● INFORMATION SHOWN
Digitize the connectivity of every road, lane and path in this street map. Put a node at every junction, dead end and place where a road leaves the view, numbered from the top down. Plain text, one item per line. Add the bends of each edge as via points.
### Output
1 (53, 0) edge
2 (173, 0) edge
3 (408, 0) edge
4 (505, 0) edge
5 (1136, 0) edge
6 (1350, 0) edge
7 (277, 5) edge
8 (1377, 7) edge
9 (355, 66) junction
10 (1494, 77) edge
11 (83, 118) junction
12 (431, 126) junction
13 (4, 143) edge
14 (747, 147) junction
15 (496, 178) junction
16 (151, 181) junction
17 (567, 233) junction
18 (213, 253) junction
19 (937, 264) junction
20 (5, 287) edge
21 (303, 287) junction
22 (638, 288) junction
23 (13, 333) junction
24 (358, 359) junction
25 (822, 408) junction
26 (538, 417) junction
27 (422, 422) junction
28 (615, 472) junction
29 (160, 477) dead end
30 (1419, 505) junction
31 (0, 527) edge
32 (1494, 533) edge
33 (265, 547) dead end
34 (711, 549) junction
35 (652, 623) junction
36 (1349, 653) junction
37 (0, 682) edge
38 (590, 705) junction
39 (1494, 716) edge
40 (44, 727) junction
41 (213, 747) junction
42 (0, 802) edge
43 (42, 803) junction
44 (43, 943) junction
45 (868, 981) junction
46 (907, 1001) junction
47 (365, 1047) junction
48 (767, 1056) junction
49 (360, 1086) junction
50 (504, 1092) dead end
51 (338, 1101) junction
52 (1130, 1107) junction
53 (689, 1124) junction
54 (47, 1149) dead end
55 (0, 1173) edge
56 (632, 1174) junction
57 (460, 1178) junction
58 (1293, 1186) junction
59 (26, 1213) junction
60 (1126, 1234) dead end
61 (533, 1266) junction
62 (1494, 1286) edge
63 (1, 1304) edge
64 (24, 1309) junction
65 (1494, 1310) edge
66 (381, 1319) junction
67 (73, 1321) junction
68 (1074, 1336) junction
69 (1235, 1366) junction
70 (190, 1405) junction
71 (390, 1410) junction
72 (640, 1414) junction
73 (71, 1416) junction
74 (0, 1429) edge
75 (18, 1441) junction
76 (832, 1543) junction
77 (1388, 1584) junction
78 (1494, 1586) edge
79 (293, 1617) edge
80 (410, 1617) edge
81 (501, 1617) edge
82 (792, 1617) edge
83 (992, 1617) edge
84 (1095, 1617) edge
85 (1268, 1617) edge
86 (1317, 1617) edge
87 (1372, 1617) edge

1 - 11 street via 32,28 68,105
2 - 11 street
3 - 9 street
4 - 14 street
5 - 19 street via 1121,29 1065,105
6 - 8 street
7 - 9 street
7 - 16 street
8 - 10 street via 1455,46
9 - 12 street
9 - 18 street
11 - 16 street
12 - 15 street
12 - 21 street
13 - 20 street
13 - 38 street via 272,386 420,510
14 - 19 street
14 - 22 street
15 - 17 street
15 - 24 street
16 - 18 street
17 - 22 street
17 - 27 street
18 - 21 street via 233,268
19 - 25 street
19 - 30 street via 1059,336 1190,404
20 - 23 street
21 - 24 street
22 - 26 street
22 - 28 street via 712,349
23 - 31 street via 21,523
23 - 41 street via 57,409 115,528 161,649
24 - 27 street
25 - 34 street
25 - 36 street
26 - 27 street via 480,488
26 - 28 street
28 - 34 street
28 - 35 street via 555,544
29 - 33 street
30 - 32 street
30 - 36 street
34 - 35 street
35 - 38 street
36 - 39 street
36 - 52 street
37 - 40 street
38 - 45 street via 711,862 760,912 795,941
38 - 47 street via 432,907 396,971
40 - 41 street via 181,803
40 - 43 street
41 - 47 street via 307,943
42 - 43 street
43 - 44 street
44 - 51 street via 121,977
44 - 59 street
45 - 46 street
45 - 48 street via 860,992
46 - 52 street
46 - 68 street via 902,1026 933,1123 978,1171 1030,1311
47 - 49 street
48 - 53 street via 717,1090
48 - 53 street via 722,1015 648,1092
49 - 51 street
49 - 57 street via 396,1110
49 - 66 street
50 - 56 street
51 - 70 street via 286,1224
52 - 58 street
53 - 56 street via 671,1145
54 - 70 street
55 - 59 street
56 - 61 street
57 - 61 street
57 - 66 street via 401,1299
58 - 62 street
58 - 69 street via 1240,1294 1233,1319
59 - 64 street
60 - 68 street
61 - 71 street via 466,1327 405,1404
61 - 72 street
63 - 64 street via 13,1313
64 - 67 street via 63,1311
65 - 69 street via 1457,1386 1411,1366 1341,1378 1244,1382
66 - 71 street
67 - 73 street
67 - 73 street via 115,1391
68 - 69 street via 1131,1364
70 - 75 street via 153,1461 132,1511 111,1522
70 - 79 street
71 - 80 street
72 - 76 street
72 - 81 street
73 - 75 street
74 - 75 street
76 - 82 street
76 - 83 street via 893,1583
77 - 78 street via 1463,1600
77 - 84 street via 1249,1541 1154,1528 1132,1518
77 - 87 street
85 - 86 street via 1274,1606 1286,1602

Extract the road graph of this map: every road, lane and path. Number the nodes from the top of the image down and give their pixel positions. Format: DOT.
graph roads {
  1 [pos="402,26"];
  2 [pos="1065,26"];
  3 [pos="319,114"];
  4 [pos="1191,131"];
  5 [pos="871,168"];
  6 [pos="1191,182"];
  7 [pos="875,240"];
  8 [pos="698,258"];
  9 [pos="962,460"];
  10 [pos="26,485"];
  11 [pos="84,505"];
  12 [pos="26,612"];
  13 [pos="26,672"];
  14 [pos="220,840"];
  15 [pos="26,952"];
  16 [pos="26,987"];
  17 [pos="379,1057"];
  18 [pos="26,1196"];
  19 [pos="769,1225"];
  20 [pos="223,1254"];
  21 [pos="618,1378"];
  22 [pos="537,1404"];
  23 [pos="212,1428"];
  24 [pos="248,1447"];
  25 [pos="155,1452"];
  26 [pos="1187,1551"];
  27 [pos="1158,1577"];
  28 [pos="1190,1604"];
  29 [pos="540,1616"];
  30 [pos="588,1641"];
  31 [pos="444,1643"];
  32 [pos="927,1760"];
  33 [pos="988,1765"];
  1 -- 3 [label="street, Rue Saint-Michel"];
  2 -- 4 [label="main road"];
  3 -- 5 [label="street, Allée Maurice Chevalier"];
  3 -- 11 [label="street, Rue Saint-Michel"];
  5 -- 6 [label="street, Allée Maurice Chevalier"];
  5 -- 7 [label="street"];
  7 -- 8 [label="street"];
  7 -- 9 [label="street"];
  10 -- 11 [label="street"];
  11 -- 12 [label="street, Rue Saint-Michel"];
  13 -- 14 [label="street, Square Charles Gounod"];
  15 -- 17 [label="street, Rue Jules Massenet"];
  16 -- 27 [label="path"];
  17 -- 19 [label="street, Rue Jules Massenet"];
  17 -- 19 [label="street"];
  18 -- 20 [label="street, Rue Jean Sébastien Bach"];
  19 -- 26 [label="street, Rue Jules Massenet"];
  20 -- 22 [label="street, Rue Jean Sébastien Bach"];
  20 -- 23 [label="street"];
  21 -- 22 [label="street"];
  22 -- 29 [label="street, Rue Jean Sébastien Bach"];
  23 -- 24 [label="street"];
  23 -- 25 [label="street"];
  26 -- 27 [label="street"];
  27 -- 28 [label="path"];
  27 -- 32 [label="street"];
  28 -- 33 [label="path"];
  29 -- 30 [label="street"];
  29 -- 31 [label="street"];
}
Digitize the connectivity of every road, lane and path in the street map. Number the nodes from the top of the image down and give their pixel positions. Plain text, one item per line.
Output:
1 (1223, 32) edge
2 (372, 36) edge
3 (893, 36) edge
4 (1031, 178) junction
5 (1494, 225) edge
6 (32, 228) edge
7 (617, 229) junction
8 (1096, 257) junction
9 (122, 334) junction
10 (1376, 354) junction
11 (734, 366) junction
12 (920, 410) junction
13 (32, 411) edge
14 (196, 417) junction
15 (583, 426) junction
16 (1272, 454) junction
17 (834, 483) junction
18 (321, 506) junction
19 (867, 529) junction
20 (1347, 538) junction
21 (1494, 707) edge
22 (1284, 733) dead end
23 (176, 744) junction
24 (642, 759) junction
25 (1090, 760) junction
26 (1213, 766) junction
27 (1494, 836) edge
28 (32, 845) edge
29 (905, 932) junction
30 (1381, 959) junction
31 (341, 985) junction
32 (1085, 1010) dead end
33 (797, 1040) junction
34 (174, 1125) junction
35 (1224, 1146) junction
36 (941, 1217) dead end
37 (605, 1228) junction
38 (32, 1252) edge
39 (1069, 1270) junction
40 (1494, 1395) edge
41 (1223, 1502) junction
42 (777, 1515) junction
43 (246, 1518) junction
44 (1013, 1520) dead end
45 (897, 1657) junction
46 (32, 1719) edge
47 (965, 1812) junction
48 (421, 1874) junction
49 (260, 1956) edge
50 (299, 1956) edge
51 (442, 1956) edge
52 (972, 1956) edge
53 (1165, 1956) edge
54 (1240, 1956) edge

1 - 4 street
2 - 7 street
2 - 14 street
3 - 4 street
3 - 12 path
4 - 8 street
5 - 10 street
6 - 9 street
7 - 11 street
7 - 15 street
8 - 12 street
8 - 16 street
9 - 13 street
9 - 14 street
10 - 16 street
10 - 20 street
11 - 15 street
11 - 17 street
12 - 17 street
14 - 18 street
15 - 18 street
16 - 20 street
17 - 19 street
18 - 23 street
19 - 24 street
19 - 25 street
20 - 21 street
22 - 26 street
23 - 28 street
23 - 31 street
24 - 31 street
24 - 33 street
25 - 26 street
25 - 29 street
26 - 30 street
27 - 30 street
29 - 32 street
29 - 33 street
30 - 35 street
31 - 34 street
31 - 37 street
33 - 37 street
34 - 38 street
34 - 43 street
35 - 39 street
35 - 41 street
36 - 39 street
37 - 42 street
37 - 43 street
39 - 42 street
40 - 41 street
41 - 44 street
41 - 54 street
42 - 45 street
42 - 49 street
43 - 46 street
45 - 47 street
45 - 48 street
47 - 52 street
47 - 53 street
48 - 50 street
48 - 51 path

● TASK ITEM
Every line above holding the string "Massenet" should be listed.

● SOLUTION FOR THIS TASK
  15 -- 17 [label="street, Rue Jules Massenet"];
  17 -- 19 [label="street, Rue Jules Massenet"];
  19 -- 26 [label="street, Rue Jules Massenet"];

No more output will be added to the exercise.